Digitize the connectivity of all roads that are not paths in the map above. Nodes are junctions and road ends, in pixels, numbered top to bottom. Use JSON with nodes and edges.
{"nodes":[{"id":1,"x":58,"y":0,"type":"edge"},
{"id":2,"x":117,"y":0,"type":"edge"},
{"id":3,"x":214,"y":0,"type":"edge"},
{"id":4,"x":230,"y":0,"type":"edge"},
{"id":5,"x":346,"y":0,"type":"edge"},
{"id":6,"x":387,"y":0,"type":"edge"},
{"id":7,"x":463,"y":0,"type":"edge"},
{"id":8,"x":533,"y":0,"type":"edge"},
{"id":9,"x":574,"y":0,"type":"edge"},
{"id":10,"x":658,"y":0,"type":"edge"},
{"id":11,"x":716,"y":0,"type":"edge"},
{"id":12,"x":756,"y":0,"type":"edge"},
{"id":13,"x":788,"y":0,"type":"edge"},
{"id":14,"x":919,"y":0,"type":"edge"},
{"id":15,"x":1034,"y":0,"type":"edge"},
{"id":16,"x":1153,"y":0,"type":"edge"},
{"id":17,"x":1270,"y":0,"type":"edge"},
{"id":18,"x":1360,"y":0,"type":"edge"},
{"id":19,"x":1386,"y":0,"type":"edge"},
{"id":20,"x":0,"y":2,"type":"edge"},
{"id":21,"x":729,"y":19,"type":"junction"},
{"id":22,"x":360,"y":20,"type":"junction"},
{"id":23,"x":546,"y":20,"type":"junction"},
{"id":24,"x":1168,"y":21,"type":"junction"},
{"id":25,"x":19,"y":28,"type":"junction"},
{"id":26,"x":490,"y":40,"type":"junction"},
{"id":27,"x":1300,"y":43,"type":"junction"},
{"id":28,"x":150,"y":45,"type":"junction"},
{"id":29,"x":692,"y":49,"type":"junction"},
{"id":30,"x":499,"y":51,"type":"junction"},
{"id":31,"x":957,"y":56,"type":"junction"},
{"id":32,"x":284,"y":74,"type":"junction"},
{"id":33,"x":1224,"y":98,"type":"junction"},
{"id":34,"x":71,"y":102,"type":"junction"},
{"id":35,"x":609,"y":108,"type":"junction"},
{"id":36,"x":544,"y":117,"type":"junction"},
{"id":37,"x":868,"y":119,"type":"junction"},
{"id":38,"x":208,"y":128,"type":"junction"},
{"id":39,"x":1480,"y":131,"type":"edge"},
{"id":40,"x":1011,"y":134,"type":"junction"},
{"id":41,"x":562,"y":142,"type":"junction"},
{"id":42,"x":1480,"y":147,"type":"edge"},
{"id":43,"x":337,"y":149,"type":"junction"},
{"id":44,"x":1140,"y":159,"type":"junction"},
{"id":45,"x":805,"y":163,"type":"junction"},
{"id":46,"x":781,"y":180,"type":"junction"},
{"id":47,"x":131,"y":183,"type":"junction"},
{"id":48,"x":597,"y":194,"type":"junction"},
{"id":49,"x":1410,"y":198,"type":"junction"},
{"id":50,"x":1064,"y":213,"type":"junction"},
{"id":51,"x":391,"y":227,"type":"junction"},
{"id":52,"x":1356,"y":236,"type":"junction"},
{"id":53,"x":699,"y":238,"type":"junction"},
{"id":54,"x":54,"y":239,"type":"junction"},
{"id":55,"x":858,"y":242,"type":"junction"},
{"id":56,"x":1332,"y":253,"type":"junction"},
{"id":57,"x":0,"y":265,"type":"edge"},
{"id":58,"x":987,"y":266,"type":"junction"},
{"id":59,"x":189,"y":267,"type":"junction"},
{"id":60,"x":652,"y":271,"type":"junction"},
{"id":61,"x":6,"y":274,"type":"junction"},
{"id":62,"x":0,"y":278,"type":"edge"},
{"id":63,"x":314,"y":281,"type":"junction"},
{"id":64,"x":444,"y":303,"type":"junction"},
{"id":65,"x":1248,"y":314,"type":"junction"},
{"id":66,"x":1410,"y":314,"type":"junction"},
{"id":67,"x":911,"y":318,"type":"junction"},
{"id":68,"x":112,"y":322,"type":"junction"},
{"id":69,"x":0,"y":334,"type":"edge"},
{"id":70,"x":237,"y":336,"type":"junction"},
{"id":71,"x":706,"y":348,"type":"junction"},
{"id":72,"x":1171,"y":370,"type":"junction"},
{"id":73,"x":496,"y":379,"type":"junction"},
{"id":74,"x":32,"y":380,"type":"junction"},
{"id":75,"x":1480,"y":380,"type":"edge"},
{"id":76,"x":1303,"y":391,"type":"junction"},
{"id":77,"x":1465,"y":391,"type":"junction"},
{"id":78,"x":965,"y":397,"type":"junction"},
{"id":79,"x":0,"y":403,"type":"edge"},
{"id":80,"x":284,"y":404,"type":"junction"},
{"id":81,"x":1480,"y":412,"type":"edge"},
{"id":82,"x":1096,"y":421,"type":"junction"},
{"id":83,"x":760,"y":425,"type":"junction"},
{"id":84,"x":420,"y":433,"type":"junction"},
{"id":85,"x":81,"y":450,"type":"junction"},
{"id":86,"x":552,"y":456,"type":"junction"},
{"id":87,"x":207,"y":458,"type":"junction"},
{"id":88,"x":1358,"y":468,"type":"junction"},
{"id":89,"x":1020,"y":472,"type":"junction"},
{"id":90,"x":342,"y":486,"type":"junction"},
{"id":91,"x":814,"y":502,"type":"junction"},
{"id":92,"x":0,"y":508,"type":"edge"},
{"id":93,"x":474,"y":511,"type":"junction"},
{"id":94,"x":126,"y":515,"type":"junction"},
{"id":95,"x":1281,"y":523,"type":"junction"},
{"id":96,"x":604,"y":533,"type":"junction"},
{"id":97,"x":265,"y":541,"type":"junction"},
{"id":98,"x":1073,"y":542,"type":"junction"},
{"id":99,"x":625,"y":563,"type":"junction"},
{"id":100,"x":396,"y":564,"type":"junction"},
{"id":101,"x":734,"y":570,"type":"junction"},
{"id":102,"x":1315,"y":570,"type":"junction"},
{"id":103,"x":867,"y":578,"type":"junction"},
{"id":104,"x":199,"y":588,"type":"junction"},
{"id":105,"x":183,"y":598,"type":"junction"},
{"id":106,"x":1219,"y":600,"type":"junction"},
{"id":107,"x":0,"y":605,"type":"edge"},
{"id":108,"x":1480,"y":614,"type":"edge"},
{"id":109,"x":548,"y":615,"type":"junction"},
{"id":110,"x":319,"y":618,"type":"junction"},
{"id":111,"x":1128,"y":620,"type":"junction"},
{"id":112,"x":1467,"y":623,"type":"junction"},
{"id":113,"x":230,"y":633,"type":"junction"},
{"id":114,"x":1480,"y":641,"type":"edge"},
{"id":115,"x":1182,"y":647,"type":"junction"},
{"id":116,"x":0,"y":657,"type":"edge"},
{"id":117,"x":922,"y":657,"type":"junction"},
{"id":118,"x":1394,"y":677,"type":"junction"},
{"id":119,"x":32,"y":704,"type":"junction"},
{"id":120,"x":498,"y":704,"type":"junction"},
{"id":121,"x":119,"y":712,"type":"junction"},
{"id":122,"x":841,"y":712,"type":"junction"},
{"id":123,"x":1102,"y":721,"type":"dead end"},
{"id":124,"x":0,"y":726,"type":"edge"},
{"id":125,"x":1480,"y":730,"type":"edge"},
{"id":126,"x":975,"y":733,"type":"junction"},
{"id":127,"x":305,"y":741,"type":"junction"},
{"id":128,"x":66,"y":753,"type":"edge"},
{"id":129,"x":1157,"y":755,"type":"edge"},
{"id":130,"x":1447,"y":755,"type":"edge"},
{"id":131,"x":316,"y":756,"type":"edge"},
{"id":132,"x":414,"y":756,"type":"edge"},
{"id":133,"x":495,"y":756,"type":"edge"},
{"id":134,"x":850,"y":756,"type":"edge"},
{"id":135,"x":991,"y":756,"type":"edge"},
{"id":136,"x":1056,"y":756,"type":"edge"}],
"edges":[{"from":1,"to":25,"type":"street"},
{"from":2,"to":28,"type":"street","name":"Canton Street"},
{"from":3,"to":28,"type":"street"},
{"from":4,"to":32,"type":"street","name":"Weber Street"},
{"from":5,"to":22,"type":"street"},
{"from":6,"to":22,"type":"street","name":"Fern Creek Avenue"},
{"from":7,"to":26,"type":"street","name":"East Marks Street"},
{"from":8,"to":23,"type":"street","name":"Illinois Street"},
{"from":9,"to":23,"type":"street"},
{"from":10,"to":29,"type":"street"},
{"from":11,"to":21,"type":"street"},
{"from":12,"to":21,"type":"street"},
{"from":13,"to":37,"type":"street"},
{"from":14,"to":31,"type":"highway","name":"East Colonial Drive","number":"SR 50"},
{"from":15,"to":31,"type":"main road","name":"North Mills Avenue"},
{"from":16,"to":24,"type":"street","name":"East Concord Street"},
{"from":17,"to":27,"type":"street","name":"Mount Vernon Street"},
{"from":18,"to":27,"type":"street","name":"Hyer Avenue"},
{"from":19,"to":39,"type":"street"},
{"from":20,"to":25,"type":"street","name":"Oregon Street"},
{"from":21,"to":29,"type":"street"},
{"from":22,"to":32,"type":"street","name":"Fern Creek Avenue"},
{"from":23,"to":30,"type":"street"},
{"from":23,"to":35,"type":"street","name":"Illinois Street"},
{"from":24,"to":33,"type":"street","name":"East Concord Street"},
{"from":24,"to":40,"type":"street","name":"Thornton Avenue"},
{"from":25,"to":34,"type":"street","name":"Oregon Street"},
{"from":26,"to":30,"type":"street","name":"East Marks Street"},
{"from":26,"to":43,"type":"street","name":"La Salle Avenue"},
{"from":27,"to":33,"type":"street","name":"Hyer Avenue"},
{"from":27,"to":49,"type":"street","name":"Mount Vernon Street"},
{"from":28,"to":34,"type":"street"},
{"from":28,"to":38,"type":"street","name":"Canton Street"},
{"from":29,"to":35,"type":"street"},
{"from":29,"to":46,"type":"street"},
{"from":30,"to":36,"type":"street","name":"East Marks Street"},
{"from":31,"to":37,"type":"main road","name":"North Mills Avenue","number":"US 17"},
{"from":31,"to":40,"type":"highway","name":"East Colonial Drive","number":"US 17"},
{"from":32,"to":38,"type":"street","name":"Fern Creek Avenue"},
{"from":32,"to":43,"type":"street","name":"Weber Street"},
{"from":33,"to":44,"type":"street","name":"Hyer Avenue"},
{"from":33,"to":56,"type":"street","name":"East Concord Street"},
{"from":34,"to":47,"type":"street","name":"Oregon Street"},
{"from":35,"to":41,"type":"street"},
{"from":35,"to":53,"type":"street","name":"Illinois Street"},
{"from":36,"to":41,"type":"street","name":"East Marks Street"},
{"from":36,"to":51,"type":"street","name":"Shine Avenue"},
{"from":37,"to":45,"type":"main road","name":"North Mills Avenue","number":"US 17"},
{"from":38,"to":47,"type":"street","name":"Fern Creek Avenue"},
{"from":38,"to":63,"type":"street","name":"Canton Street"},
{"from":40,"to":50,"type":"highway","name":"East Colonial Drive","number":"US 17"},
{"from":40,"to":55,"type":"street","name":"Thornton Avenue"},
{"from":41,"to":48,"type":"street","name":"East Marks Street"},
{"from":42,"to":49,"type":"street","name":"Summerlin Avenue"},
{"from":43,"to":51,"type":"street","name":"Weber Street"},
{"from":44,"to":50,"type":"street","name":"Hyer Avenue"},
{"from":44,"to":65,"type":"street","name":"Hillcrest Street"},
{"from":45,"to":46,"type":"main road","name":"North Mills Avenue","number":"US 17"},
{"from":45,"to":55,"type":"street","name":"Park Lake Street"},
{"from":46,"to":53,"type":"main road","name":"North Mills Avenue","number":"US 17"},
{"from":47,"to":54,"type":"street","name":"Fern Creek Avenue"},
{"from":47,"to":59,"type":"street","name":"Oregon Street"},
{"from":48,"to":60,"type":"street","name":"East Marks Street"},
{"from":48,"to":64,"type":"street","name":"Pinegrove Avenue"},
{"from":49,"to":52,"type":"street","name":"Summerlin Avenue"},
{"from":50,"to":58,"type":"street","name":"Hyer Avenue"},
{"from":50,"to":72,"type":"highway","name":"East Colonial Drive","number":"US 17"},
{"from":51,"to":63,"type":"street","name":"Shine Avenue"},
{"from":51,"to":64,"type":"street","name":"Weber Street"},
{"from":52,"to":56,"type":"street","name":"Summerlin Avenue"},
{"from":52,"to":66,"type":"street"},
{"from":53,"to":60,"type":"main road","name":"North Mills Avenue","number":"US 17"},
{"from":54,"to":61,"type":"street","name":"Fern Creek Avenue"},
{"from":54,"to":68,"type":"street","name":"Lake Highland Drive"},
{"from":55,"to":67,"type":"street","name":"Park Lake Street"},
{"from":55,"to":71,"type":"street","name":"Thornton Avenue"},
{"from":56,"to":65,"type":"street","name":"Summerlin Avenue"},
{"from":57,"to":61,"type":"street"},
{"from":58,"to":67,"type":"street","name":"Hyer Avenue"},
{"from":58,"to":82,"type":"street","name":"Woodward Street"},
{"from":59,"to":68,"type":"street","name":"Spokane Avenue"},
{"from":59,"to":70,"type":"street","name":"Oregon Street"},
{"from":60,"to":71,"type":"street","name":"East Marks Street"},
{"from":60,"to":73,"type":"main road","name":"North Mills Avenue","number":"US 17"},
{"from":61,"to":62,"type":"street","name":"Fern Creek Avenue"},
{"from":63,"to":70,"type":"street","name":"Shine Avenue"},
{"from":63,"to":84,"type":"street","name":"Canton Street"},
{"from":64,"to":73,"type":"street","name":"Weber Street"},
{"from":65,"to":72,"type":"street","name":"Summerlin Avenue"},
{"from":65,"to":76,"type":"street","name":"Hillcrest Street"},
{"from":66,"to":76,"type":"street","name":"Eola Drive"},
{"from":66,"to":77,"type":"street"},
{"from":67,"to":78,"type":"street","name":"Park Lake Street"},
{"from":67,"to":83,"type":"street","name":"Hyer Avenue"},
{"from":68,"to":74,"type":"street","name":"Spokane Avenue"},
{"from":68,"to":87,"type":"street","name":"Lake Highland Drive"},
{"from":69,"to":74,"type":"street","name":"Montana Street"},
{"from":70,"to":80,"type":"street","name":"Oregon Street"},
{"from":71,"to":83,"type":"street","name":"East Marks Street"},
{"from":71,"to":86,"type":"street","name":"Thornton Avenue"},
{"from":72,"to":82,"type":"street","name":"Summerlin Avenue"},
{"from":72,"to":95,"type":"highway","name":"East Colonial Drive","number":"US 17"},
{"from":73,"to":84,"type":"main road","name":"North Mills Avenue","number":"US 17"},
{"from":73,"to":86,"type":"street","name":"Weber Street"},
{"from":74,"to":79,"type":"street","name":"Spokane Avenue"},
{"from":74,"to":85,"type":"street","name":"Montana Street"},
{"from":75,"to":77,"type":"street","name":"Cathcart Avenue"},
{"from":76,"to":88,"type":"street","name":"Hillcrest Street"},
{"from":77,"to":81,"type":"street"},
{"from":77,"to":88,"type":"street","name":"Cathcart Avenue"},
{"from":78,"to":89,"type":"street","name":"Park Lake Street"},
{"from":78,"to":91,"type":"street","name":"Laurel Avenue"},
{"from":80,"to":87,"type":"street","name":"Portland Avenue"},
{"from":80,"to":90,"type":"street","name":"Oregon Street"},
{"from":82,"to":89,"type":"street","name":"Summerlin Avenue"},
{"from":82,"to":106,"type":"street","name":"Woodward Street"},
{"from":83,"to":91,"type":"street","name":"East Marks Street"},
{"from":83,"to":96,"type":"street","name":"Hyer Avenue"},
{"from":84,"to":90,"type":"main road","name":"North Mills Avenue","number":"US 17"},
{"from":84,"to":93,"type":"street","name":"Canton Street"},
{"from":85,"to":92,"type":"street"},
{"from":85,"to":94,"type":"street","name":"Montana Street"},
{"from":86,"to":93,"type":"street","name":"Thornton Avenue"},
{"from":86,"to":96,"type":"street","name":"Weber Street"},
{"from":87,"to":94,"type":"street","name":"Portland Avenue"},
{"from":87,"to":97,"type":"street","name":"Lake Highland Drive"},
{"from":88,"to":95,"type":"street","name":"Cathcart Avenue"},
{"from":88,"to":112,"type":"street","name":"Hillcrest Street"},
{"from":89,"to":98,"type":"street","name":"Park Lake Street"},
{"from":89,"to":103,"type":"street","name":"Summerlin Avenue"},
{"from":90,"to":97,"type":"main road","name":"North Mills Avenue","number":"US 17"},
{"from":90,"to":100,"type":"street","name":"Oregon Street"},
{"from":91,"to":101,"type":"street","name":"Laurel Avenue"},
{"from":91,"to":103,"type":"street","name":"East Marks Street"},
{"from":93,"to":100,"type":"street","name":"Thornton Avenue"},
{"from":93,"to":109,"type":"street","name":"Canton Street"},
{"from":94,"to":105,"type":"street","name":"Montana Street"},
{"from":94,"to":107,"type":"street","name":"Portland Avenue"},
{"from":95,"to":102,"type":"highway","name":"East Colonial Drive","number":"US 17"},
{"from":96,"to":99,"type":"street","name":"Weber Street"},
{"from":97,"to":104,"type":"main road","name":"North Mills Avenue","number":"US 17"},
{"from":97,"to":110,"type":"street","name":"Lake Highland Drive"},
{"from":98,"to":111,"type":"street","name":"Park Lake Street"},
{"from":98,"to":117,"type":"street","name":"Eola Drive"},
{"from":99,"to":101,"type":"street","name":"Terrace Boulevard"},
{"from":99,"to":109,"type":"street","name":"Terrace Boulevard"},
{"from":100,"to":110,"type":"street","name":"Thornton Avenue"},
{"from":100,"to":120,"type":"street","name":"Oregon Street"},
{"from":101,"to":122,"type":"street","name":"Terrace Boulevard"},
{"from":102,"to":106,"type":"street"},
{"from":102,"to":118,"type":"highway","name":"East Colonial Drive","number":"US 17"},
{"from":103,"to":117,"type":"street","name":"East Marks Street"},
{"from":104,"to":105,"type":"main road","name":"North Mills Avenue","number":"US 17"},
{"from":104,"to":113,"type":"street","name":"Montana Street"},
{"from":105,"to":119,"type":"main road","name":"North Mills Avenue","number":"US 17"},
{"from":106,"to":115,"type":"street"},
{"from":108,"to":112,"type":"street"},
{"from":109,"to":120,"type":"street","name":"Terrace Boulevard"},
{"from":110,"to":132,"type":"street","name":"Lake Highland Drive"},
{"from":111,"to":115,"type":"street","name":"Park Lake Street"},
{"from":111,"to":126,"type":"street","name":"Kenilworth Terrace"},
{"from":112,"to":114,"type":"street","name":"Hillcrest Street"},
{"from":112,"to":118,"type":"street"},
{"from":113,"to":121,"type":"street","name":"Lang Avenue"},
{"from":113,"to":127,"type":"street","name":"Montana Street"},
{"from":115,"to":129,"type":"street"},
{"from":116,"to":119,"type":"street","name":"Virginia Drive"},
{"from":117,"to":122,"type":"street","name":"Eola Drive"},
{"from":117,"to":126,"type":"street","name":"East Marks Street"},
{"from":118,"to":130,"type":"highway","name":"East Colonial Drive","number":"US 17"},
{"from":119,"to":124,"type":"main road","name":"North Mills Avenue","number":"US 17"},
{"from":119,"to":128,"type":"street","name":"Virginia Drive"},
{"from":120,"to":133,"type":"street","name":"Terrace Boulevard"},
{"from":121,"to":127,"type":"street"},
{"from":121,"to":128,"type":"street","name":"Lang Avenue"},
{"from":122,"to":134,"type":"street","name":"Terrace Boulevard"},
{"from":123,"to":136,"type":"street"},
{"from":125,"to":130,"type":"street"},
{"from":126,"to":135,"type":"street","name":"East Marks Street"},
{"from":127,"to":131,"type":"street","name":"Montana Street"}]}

◇ ◇ ◇

Return each full line of the entries that contains the word "Boulevard".

§ WRITTEN SOLUTION:
{"from":99,"to":101,"type":"street","name":"Terrace Boulevard"},
{"from":99,"to":109,"type":"street","name":"Terrace Boulevard"},
{"from":101,"to":122,"type":"street","name":"Terrace Boulevard"},
{"from":109,"to":120,"type":"street","name":"Terrace Boulevard"},
{"from":120,"to":133,"type":"street","name":"Terrace Boulevard"},
{"from":122,"to":134,"type":"street","name":"Terrace Boulevard"},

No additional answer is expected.